In Response To: "Insects, Sex, and Selection"

By: Christopher

In response to Insects, Sex, and Evolution, I would like to weigh in on the offhand statement that Chris put forth:

"Do conclusions drawn from the laboratory coincide with those drawn from the field (assuming that the field provides a more accurate depiction of reality)?"

To assume that the field provides a more accurate depiction of reality than the laboratory is a common pitfall that many scientists fall in to. The often unspoken assumption seems logical; however, it can lead to decades of setbacks in the scientific community if haphazardly assumed. The progression of X chromosome research perfectly exemplifies this point.

Human males have a single X chromosome, while females have two X chromosomes. To compensate for having an extra X chromosome, females essentially silence one of their X chromosomes early in development, leaving them with a single functioning X chromosome analogous to males. This process, entitled "X chromosome inactivation," is essential for the survival of females; if neither or both X chromosomes are mistakenly silenced in a female cell, the cell will die.

When looking at females in "the field" (females that go to the doctor to get checked out), an astonishing fact is realized: all females have a single activated X chromosome. This means that for females with a disease where they have only a single X chromosome, their single X chromosome does not get silenced. This also means that females with a disease where they have three X chromosomes, two of their X chromosomes are silenced leaving a single active X chromosome. The most astonishing cases in "the field" are females with 4, 5, or 6 X chromosomes: no matter how many X chromosomes a female in "the field" has, she will always silence all of them but one.

If you make the false assumption that what you observe in "the field" is an accurate depiction of reality, then the logical question follows: How do cells count X chromosomes?

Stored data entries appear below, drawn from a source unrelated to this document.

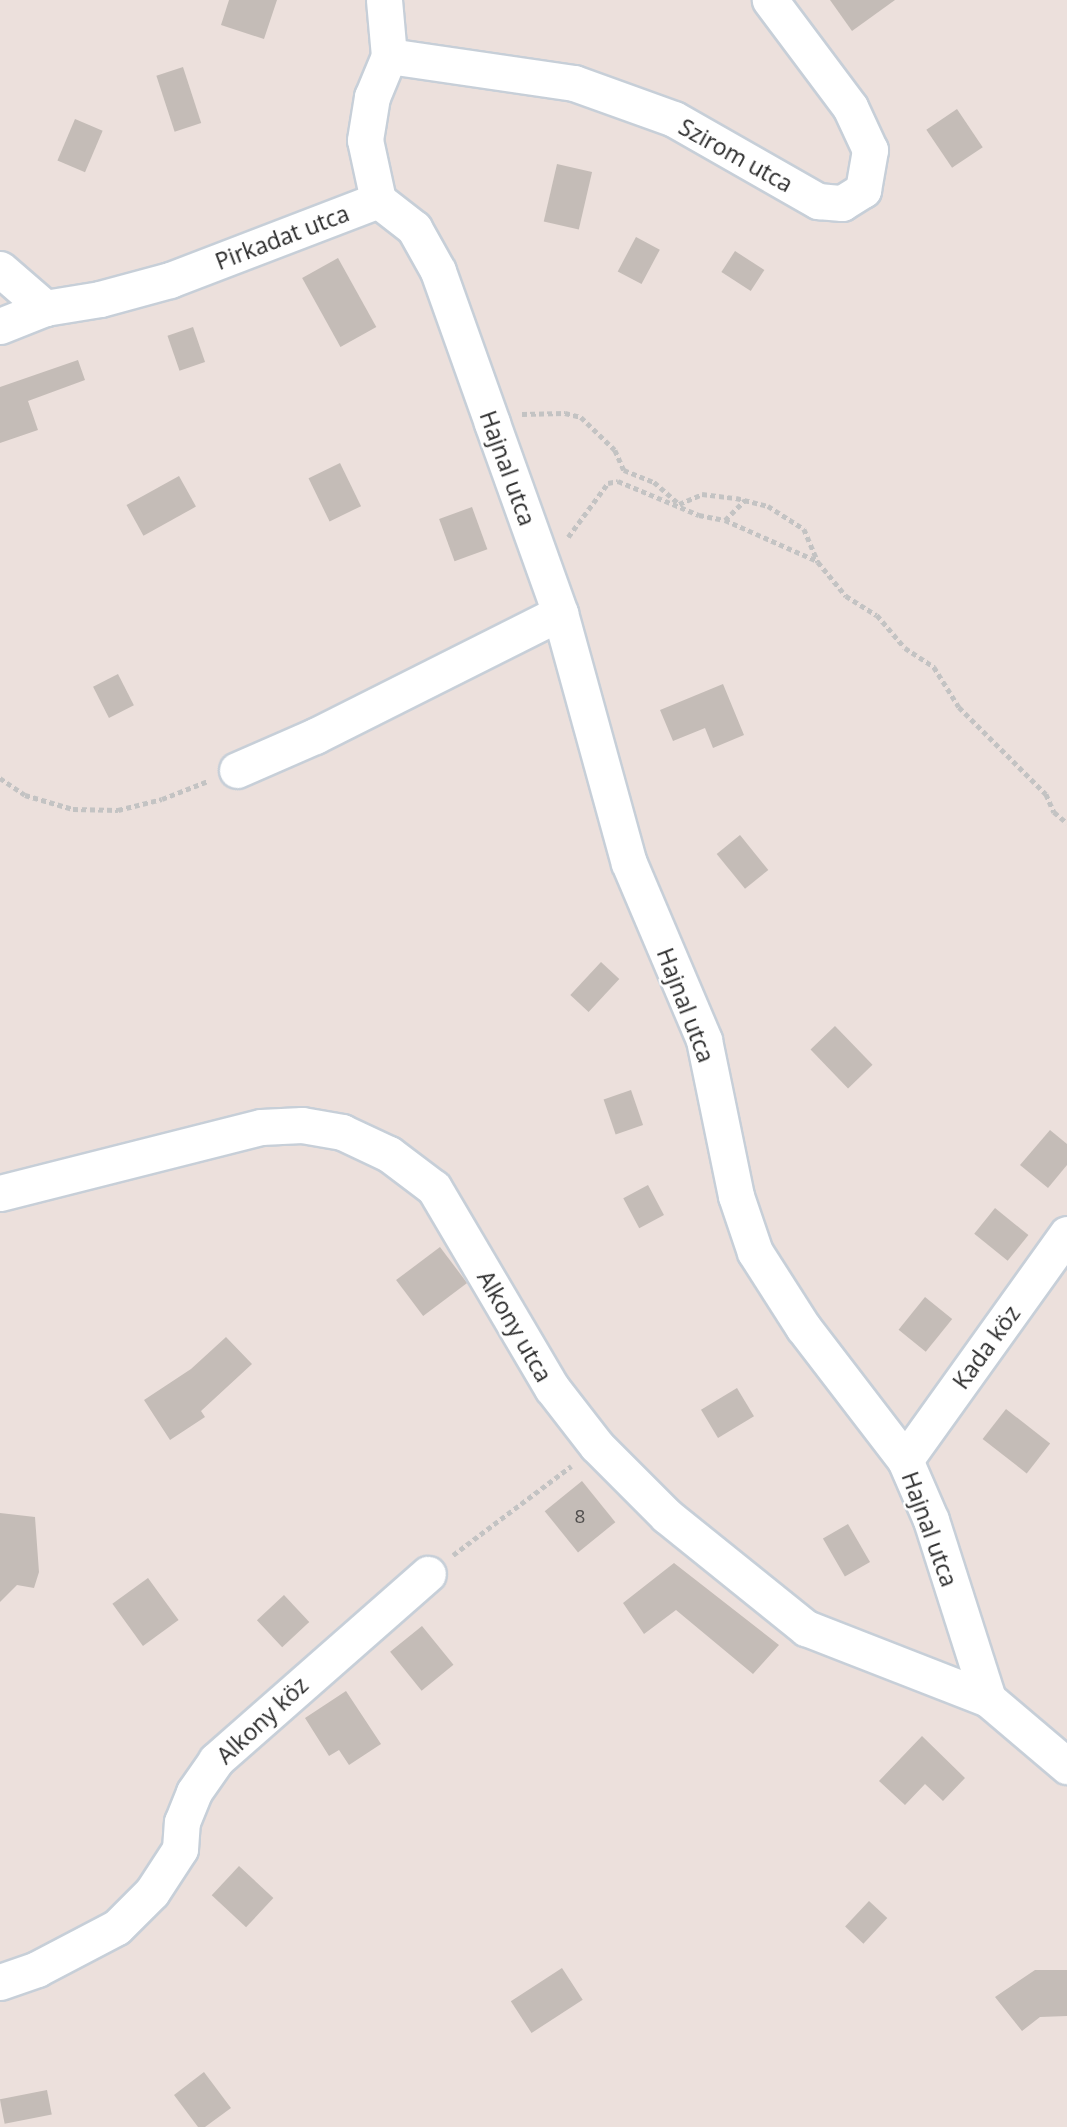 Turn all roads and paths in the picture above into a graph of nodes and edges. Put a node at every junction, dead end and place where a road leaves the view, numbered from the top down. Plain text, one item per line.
1 (384, 0) edge
2 (770, 0) edge
3 (390, 56) junction
4 (378, 200) junction
5 (0, 269) edge
6 (45, 308) junction
7 (0, 326) edge
8 (492, 423) junction
9 (745, 500) junction
10 (679, 504) junction
11 (725, 520) junction
12 (818, 562) junction
13 (544, 568) junction
14 (560, 613) junction
15 (237, 770) joint
16 (0, 778) edge
17 (1067, 823) edge
18 (0, 1193) edge
19 (1067, 1234) edge
20 (597, 1446) junction
21 (905, 1460) junction
22 (428, 1574) joint
23 (988, 1699) junction
24 (1067, 1766) edge
25 (0, 1982) edge

1 - 3 street, Pirkadat utca
2 - 3 street, Szirom utca
3 - 4 street, Pirkadat utca
4 - 6 street, Pirkadat utca
4 - 8 street, Hajnal utca
5 - 6 street
6 - 7 street, Pirkadat utca
8 - 10 path
8 - 13 street, Hajnal utca
9 - 10 path
9 - 11 path
9 - 12 path
10 - 11 path
10 - 13 path
11 - 12 path
12 - 17 path
13 - 14 street, Hajnal utca
14 - 15 street
14 - 21 street, Hajnal utca
15 - 16 path
18 - 20 street, Alkony utca
19 - 21 street, Kada köz
20 - 22 path
20 - 23 street, Alkony utca
21 - 23 street, Hajnal utca
22 - 25 street, Alkony köz
23 - 24 street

Clearly, cells must be able to know how many X chromosomes they have before they can silence all but one of them. A cell must be able to know that it has 5 X chromosomes before it can silence 4 of them. So how do cells count chromosomes?

This question has been repeatedly asked for the last twenty years, but has remained unanswered. It is an impossible question to answer, because it relies on the false assumption that "the field" is an accurate depiction of reality.

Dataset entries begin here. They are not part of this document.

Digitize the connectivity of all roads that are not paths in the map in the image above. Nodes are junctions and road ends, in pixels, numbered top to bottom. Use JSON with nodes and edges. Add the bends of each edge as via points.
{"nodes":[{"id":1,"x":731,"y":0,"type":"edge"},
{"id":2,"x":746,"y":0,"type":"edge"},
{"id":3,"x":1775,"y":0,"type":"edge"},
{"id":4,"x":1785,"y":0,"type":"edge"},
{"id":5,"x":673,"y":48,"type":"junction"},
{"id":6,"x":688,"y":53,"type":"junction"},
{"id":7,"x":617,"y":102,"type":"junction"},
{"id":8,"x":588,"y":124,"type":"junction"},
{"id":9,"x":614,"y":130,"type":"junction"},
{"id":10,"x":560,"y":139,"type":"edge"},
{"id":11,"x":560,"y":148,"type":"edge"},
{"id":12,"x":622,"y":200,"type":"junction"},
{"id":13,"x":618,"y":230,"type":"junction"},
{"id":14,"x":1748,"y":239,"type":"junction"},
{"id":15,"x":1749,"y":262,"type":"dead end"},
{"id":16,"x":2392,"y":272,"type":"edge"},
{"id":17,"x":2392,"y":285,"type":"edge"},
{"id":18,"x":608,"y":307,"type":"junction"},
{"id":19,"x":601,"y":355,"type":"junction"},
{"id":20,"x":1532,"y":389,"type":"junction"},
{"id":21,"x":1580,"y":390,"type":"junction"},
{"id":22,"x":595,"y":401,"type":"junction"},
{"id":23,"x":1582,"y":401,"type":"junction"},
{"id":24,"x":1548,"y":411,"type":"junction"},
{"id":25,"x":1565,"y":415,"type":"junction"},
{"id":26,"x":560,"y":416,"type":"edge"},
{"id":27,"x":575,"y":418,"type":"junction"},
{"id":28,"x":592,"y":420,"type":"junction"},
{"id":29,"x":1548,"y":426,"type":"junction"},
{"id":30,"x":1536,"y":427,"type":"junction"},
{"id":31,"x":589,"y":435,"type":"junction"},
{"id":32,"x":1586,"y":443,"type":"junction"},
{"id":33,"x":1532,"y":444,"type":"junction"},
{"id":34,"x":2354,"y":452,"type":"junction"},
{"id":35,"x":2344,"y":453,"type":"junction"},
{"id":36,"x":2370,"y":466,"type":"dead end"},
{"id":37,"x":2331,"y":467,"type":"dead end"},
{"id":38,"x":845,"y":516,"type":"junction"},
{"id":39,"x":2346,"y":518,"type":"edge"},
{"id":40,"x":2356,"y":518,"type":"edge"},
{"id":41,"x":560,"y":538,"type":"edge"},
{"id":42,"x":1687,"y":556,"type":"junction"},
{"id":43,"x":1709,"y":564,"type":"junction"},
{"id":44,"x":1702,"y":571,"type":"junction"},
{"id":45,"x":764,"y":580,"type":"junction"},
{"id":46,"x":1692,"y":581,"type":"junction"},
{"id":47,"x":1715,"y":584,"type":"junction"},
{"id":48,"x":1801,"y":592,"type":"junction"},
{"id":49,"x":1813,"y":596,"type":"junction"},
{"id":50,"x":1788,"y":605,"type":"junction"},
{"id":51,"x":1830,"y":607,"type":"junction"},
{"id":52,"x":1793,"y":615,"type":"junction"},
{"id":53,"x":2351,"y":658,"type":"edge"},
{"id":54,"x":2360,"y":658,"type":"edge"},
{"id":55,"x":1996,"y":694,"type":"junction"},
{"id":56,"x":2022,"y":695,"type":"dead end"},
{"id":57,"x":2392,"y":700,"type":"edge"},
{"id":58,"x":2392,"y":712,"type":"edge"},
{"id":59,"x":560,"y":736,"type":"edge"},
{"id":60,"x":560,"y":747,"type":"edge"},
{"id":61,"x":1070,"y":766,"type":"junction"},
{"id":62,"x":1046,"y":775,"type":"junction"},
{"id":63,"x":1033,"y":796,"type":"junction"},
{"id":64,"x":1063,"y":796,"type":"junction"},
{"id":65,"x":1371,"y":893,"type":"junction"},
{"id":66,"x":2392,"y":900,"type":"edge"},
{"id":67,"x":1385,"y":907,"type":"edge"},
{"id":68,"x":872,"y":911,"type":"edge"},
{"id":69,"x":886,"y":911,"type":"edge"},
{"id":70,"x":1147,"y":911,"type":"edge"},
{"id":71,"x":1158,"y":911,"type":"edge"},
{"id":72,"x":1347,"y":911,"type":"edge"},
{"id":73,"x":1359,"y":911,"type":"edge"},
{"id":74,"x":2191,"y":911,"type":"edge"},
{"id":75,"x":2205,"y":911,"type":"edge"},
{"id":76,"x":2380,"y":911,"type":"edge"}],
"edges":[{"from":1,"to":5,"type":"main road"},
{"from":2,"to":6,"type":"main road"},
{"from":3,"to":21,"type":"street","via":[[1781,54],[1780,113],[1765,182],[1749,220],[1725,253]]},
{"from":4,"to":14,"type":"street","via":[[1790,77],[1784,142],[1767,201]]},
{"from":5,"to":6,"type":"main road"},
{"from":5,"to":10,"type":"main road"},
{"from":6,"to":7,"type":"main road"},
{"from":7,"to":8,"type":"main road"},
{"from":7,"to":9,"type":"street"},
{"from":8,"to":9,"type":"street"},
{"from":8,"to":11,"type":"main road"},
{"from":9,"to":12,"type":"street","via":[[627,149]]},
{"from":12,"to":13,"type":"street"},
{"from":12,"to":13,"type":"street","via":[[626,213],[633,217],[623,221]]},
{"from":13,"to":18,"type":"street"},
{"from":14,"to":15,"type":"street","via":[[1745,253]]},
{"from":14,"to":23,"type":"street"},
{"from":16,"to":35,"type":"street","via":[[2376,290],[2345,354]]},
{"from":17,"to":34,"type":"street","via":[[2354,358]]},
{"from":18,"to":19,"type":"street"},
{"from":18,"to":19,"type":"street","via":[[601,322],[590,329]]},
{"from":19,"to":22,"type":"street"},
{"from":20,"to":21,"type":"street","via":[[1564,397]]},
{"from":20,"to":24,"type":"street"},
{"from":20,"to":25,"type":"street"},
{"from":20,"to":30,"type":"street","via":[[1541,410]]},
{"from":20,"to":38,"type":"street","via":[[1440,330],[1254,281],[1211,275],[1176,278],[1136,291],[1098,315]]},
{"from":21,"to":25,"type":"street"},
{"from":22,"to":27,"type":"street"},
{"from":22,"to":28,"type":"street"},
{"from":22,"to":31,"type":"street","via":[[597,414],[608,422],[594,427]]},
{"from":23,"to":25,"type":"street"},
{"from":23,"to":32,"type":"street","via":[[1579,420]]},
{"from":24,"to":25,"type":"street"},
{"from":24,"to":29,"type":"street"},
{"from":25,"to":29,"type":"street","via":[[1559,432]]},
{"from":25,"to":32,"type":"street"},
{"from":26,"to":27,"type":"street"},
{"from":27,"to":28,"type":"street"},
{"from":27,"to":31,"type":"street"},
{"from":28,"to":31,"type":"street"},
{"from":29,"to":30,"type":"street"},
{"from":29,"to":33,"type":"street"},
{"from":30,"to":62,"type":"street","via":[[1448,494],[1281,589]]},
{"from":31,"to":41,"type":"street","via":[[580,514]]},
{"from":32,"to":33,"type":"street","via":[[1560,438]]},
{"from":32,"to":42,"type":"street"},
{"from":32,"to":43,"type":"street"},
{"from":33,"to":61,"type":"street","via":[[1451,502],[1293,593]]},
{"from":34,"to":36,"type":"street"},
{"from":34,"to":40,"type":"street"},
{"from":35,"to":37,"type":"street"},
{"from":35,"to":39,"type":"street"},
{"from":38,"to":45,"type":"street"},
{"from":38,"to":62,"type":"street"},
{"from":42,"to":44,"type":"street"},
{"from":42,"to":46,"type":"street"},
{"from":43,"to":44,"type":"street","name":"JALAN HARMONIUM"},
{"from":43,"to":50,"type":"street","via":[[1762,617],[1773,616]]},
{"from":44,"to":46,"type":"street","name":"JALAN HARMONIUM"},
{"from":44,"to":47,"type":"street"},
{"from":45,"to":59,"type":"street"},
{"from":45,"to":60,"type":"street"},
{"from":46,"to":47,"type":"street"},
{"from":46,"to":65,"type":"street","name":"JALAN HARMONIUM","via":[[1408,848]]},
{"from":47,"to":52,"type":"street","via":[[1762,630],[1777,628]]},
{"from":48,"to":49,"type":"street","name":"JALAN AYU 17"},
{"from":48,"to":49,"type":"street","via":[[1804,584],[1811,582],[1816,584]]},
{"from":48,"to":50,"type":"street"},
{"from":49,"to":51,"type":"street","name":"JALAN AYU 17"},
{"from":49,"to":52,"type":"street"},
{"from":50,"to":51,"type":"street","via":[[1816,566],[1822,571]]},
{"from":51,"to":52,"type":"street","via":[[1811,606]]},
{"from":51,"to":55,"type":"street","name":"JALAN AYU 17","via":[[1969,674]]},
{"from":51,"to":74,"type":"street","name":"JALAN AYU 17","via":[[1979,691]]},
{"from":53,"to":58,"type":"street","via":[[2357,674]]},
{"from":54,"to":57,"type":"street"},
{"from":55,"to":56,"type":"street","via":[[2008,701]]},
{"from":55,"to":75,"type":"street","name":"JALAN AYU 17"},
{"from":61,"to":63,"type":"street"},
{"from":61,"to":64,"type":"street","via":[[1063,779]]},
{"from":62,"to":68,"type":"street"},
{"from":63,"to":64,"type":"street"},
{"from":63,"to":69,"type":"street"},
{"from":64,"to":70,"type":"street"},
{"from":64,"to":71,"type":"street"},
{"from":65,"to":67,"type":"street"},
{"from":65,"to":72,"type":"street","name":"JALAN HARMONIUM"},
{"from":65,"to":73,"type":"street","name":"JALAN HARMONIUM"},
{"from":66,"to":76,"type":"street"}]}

In this case, "the field" is a skewed depiction of reality; "the field" showed that cells inactivate all of their X chromosomes except for one. What scientists have neglected to realize for the last twenty years is that "the field" is only composed of individuals and cells that have survived. What scientists are now beginning to realize is that the cell likely does not have a mechanism for counting X chromosomes. Instead, in a developing female, cells with more than two X chromosomes will start silencing chromosomes at random. If, for instance, the female has 5 X chromosomes, some cells in the developing female will silence 5, while some will silence 4, 3, 2, 1, or none. Only the cells that end up silencing 4 X chromosomes will survive, and the female will develop from those properly silenced cells.

Additionally, scientists are beginning to realize that most developing females with an abnormal number of X chromosomes die before being born. Only the females that were lucky enough to randomly have the right number of X chromosomes silenced in the majority of their cells survive.

The important conclusion to be drawn from this lengthy explanation of how X chromosome inactivation works is that scientists assumed that cells must have some way to count their chromosomes because all of their "field" observations led them to this logical question. "The field", in this case, was greatly skewed though, because it only took into account living individuals and living cells. To correct for this hindrance, scientists have moved to studying X chromosome inactivation in a synthetic laboratory setting, rather than in "the field" from human samples.